果実を喰む
「はいっ! あ〜〜んっ!」
椅子に座り直した私に向かって、まだ涙の後を残したまんまの目をした輪悟が、机に勢いよく身を乗り出した。
手には彼女に運ばれてきたケーキが一口分……より少し多いくらいの量が乗ったフォークが持たれ、それが私に向けられている。
まるで、先ほどのお返しとでも言わんばかりに。
「……なんですか?」
期待をはらんだキラキラとした視線と笑顔が、私に注がれてた。
「はぁ……ふふっ……」
思わず、小さなため息と微笑みが溢れる。
可愛らしいことと顔をするものだ。
もしかすれば、本当にお姫様なのかもしれない。
私は必要な分だけ口を開けて、そのケーキを口の中へと招き入れた。
私の口から、何も乗っていないからりとしたフォークだけが引き抜かれる。
輪悟の前に運ばれてきたケーキは、水色の、見るからな涼しそうな外見をしていた。
タルト生地のような分厚い一番下の層の上に、白色のクリームの層があり、その中には細やかな柑橘類の果肉が見て取れる。
そしてその上に、海を表現したような水色のジュレの幕のようなものが被せられており、表面には波を表現したような白色のクリームでの彩付けがなされている。
『常夏爽やかケーキ』……。
夏というコンセプトに沿った、見事な外見のケーキだ。
私は、丁寧に積み重ねられたケーキ、その一欠片を、口の中でほどく。
「…………。」
どうやら、水色のジュレは柑橘系のようだ。
甘酸っぱく、鼻に抜ける香りも名前の通り爽やかだ。
中間層の生クリームとクリームチーズも、すぅっと溶けるような甘さをしていて、かなり口当たりがよく、なめらかだ。
全く重たくない。
果肉も、いいアクセントになっている。
果肉があるおかげで、食感が一辺倒ではなくなっており、夏という様々な催しが開催される季節にぴったりの、ランダムな食感を生み出している。
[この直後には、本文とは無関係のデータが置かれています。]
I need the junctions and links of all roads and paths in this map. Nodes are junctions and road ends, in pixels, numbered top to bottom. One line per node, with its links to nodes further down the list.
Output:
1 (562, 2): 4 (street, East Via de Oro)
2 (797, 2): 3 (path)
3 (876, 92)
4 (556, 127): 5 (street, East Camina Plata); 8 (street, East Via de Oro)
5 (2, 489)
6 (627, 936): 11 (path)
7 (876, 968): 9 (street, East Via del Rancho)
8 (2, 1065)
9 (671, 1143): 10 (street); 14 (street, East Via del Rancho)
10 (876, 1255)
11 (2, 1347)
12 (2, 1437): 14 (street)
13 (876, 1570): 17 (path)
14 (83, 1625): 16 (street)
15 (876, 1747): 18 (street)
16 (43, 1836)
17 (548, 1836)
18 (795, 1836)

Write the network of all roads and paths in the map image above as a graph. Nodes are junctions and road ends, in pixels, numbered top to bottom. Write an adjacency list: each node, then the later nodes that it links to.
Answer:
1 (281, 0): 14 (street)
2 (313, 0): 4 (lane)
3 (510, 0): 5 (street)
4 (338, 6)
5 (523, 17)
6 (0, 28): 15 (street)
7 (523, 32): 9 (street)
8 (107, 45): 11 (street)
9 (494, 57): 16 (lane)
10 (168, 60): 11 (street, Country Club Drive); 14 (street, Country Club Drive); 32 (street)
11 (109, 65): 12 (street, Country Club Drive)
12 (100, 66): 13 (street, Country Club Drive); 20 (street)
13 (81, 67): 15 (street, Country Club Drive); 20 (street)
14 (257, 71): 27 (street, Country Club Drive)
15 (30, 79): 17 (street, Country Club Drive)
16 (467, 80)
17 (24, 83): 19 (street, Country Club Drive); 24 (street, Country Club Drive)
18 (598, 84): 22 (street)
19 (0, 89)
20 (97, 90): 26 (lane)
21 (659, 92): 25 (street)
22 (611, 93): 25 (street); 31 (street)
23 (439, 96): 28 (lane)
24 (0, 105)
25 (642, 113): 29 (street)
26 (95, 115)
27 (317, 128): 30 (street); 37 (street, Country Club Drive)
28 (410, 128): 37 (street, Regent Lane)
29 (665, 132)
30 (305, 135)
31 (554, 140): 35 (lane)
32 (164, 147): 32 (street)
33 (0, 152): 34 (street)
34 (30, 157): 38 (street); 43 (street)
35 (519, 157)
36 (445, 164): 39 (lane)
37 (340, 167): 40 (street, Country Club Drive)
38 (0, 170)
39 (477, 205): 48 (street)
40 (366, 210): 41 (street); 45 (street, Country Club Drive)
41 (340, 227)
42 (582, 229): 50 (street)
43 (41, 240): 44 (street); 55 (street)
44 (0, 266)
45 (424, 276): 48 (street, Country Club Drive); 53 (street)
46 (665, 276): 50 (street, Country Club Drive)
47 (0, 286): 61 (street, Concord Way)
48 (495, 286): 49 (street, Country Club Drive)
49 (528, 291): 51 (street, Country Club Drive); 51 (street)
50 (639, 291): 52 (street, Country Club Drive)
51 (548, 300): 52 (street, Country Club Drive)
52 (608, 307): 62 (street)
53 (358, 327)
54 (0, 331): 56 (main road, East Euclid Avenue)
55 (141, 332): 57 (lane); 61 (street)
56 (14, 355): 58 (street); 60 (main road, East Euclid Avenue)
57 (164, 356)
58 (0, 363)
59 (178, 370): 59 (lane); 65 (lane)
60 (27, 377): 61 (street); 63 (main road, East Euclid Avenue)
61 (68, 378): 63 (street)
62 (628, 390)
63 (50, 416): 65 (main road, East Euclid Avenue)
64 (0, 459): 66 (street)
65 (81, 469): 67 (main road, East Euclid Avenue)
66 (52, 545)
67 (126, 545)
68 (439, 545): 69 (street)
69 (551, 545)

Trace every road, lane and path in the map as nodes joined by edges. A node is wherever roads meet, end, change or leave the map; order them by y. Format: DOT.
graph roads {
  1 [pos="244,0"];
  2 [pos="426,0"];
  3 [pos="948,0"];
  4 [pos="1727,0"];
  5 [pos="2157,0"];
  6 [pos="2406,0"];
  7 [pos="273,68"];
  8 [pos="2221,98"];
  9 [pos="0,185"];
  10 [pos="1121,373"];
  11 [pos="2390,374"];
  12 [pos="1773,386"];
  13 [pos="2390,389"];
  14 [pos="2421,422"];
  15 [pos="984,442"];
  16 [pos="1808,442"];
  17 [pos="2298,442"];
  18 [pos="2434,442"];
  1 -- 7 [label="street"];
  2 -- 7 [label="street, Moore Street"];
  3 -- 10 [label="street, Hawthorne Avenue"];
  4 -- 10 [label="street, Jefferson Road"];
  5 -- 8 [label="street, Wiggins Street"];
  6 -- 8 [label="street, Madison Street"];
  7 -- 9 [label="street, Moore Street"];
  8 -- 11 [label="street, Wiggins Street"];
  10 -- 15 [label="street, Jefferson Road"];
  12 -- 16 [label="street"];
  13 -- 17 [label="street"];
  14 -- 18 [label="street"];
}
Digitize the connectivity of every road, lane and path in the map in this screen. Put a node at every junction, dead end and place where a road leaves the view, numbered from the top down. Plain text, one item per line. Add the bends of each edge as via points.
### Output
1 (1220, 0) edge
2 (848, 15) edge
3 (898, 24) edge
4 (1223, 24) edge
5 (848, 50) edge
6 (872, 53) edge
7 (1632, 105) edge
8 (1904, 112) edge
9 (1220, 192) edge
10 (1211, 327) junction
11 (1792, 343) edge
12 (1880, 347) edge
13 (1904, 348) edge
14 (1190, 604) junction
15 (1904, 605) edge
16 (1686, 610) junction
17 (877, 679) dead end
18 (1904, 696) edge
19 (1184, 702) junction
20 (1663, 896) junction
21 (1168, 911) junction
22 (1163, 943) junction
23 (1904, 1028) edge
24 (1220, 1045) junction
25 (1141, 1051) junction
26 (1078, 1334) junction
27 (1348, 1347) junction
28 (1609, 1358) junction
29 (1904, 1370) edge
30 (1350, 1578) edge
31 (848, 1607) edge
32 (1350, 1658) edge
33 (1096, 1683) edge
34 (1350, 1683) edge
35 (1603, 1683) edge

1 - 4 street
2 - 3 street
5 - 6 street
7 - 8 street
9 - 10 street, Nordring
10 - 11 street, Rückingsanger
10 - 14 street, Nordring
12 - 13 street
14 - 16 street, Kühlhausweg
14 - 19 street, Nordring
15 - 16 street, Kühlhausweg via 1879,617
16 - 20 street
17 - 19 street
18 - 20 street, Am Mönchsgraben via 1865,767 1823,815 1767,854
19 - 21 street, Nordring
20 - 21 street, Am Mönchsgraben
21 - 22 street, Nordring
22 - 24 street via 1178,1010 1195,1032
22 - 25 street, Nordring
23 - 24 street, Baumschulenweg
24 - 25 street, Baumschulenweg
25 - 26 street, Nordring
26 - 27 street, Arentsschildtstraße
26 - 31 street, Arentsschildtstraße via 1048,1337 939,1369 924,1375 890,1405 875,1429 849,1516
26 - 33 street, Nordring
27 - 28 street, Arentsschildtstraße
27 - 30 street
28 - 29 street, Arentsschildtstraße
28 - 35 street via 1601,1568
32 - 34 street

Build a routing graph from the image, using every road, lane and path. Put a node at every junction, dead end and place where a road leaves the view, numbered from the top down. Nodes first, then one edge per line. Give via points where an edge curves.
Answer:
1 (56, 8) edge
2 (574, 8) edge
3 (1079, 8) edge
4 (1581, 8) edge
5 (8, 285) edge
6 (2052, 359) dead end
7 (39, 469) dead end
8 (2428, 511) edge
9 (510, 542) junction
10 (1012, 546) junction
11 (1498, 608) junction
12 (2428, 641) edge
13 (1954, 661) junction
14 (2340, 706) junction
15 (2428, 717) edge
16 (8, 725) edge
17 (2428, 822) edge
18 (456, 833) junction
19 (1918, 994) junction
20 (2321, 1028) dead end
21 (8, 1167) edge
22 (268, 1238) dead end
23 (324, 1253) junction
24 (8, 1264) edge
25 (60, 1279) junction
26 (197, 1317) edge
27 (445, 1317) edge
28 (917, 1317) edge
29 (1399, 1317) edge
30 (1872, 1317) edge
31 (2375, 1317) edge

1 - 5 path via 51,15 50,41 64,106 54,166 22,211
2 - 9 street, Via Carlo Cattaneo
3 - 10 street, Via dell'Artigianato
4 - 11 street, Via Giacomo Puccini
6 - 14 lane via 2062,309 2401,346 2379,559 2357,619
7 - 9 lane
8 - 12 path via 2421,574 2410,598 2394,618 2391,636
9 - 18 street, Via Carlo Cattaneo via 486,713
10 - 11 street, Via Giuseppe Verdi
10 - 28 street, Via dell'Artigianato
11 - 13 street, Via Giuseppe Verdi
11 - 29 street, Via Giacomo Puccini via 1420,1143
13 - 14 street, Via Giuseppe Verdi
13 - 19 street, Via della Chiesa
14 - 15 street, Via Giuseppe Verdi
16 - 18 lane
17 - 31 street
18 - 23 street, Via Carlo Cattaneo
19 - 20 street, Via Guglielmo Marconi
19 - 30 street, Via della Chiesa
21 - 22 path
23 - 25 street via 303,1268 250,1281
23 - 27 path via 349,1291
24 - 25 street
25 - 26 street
タルト生地のような底生地も、ホロリと崩れては他の素材にはない硬めの食感と、焼き菓子のようなバターの甘味を提供している。
ゴクリ、とケーキの欠片を飲み込む。
後に残るのは、爽やかな甘みと酸味。
そしてわずかな清々しさだ。
「……ありがとうございます輪悟。とても美味しいですよ」
彼女の表情がパァっと明るくなった。
嬉しそうな顔だった。
「立ち直れましたか?」
「うん! ありがとう、いくちゃん!」
ほっと肩の荷が降りる。
向こうもそうだといいのだが。
「食べましょうか。仲直りの記念に、ここは私が奢ります」
「だ、ダメダメっ! 私が奢るのっ! 私が迷惑かけたんだからっ!!!」
「……ふふっ……わかりました。なら、お言葉に甘えさせていただきます」
「よっしゃ! 気にせずにどんどん食べてね! 私バイトしてるし! 何なら今日も夕方からバイトだし!」
輪悟は胸を大きく張ると、その中心をフォークを握り締めたままの右手でドンと叩いた。
「あぁそうだ。そのフォーク、私が口をつけてしまいましたね。新しいのと交換しましょう。私はそのフォークを使いますね」
私が、テーブルの端っこに置いてあるボックスに手を伸ばす。
「いっ! いいよっ! 気にしないでっ!? そ、それよりいくちゃんのフォーク替えよ!? 私のせいで汚れちゃったし……!!」
「私は……これで構いません。特に汚いとも思えませんし」
「え……で、でも……。いいの……?」
「? 嫌でなければ、これを使い続けようと思っているのですが……構いませんか?」
「え……でも……。……ホントにいいの……? その……汚いよ……?」
「? 汚くありませんよ?」
私は、モンブランケーキの乗ったお皿に引っ掛けていたまんまだったフォークを手に取った。
そしてそのフォークで、すでに一口分抉られたモンブランケーキを抉り、それを口へ運ぶ。
「ほら」
私がフォークを使ったのを見て、彼女は……よくわからない表情をした。
眉を下げ、眼を細めて、小さく口角を上げていた。
表情に出せない、何か大きな感情が滲み出したような、困ったような微笑みを。
輪悟は困ったような微笑みのまま、私から視線を外した。
手には、私が口をつけたフォークが握りしめられている。
彼女が水色のケーキにフォークを突き立てた。
一口分が掬われる。
フォークは輪悟の口元へと運ばれ、上に乗ったケーキが、彼女の口の中後消えた。
輪悟が、フォークを見つめた。
私と彼女が、口をつけたフォークを。
「私、忘れないから……」
いつもよりもずっと儚い、輪悟の声がした。
「今日のこと……ずっと」
フォークから目を離さず。
困ったような、微笑みを保ったまま。
ただ、愛おしそうに見つめていた。